(Stored data entries)

══════════════════════════════

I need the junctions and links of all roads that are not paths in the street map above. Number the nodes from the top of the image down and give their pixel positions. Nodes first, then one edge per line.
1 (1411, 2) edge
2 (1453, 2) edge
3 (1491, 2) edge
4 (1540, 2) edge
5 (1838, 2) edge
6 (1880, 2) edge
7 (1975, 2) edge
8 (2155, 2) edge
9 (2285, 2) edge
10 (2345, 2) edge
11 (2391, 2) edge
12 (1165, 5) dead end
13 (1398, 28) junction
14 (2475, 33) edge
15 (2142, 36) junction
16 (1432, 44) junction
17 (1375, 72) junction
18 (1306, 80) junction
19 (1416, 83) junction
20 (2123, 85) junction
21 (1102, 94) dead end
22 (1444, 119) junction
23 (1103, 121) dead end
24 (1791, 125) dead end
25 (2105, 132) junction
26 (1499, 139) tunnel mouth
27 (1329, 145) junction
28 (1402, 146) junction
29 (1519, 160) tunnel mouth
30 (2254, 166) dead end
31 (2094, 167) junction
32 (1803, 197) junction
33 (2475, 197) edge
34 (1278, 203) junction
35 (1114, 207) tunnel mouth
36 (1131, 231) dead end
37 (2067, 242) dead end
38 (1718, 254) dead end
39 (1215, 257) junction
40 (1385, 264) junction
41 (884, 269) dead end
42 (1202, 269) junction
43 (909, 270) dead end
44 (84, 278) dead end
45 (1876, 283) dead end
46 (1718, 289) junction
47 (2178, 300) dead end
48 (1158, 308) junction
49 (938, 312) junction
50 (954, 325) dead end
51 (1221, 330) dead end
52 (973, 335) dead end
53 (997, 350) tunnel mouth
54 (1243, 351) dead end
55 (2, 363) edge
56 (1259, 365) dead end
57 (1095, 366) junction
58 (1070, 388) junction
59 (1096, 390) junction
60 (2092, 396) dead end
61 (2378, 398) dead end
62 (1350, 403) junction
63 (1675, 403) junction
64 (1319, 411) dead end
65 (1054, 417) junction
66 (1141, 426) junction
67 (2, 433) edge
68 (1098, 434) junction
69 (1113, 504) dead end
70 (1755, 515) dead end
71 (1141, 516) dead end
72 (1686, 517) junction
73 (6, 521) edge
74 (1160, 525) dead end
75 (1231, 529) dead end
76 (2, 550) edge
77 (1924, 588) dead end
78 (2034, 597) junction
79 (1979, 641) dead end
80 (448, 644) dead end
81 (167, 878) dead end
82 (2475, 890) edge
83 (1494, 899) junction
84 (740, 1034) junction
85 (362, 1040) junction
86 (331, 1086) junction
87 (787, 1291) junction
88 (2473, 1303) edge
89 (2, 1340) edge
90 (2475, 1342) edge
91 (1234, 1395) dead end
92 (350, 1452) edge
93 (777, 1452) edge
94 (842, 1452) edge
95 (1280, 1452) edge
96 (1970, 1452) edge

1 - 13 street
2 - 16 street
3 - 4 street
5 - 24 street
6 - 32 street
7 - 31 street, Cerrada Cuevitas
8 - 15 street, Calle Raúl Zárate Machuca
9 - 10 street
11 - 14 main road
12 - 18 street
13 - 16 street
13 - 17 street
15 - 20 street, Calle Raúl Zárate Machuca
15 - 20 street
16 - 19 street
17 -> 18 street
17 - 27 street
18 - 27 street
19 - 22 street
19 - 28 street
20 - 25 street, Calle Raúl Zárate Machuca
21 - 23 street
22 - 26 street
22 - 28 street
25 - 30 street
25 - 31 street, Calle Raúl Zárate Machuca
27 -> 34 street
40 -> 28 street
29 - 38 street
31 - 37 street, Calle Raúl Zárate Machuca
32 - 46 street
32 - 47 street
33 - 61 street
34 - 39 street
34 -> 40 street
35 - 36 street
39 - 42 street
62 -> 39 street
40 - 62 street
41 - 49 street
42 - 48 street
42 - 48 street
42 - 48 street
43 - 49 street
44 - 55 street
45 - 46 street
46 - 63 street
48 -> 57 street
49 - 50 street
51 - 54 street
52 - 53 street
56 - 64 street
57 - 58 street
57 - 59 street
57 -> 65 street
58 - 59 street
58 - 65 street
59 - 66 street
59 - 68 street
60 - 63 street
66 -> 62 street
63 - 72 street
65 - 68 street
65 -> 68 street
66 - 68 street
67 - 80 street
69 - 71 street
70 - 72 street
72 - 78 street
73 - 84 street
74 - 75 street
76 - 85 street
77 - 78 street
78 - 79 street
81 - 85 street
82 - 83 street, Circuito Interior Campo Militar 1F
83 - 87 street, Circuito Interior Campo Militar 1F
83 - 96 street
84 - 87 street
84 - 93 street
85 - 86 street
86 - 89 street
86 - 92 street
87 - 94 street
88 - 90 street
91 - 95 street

══════════════════════════════

- [Task to complete] What you should produce is an exact retyping of every line above.

- [The completed task]
I need the junctions and links of all roads that are not paths in the street map above. Number the nodes from the top of the image down and give their pixel positions. Nodes first, then one edge per line.
1 (1411, 2) edge
2 (1453, 2) edge
3 (1491, 2) edge
4 (1540, 2) edge
5 (1838, 2) edge
6 (1880, 2) edge
7 (1975, 2) edge
8 (2155, 2) edge
9 (2285, 2) edge
10 (2345, 2) edge
11 (2391, 2) edge
12 (1165, 5) dead end
13 (1398, 28) junction
14 (2475, 33) edge
15 (2142, 36) junction
16 (1432, 44) junction
17 (1375, 72) junction
18 (1306, 80) junction
19 (1416, 83) junction
20 (2123, 85) junction
21 (1102, 94) dead end
22 (1444, 119) junction
23 (1103, 121) dead end
24 (1791, 125) dead end
25 (2105, 132) junction
26 (1499, 139) tunnel mouth
27 (1329, 145) junction
28 (1402, 146) junction
29 (1519, 160) tunnel mouth
30 (2254, 166) dead end
31 (2094, 167) junction
32 (1803, 197) junction
33 (2475, 197) edge
34 (1278, 203) junction
35 (1114, 207) tunnel mouth
36 (1131, 231) dead end
37 (2067, 242) dead end
38 (1718, 254) dead end
39 (1215, 257) junction
40 (1385, 264) junction
41 (884, 269) dead end
42 (1202, 269) junction
43 (909, 270) dead end
44 (84, 278) dead end
45 (1876, 283) dead end
46 (1718, 289) junction
47 (2178, 300) dead end
48 (1158, 308) junction
49 (938, 312) junction
50 (954, 325) dead end
51 (1221, 330) dead end
52 (973, 335) dead end
53 (997, 350) tunnel mouth
54 (1243, 351) dead end
55 (2, 363) edge
56 (1259, 365) dead end
57 (1095, 366) junction
58 (1070, 388) junction
59 (1096, 390) junction
60 (2092, 396) dead end
61 (2378, 398) dead end
62 (1350, 403) junction
63 (1675, 403) junction
64 (1319, 411) dead end
65 (1054, 417) junction
66 (1141, 426) junction
67 (2, 433) edge
68 (1098, 434) junction
69 (1113, 504) dead end
70 (1755, 515) dead end
71 (1141, 516) dead end
72 (1686, 517) junction
73 (6, 521) edge
74 (1160, 525) dead end
75 (1231, 529) dead end
76 (2, 550) edge
77 (1924, 588) dead end
78 (2034, 597) junction
79 (1979, 641) dead end
80 (448, 644) dead end
81 (167, 878) dead end
82 (2475, 890) edge
83 (1494, 899) junction
84 (740, 1034) junction
85 (362, 1040) junction
86 (331, 1086) junction
87 (787, 1291) junction
88 (2473, 1303) edge
89 (2, 1340) edge
90 (2475, 1342) edge
91 (1234, 1395) dead end
92 (350, 1452) edge
93 (777, 1452) edge
94 (842, 1452) edge
95 (1280, 1452) edge
96 (1970, 1452) edge

1 - 13 street
2 - 16 street
3 - 4 street
5 - 24 street
6 - 32 street
7 - 31 street, Cerrada Cuevitas
8 - 15 street, Calle Raúl Zárate Machuca
9 - 10 street
11 - 14 main road
12 - 18 street
13 - 16 street
13 - 17 street
15 - 20 street, Calle Raúl Zárate Machuca
15 - 20 street
16 - 19 street
17 -> 18 street
17 - 27 street
18 - 27 street
19 - 22 street
19 - 28 street
20 - 25 street, Calle Raúl Zárate Machuca
21 - 23 street
22 - 26 street
22 - 28 street
25 - 30 street
25 - 31 street, Calle Raúl Zárate Machuca
27 -> 34 street
40 -> 28 street
29 - 38 street
31 - 37 street, Calle Raúl Zárate Machuca
32 - 46 street
32 - 47 street
33 - 61 street
34 - 39 street
34 -> 40 street
35 - 36 street
39 - 42 street
62 -> 39 street
40 - 62 street
41 - 49 street
42 - 48 street
42 - 48 street
42 - 48 street
43 - 49 street
44 - 55 street
45 - 46 street
46 - 63 street
48 -> 57 street
49 - 50 street
51 - 54 street
52 - 53 street
56 - 64 street
57 - 58 street
57 - 59 street
57 -> 65 street
58 - 59 street
58 - 65 street
59 - 66 street
59 - 68 street
60 - 63 street
66 -> 62 street
63 - 72 street
65 - 68 street
65 -> 68 street
66 - 68 street
67 - 80 street
69 - 71 street
70 - 72 street
72 - 78 street
73 - 84 street
74 - 75 street
76 - 85 street
77 - 78 street
78 - 79 street
81 - 85 street
82 - 83 street, Circuito Interior Campo Militar 1F
83 - 87 street, Circuito Interior Campo Militar 1F
83 - 96 street
84 - 87 street
84 - 93 street
85 - 86 street
86 - 89 street
86 - 92 street
87 - 94 street
88 - 90 street
91 - 95 street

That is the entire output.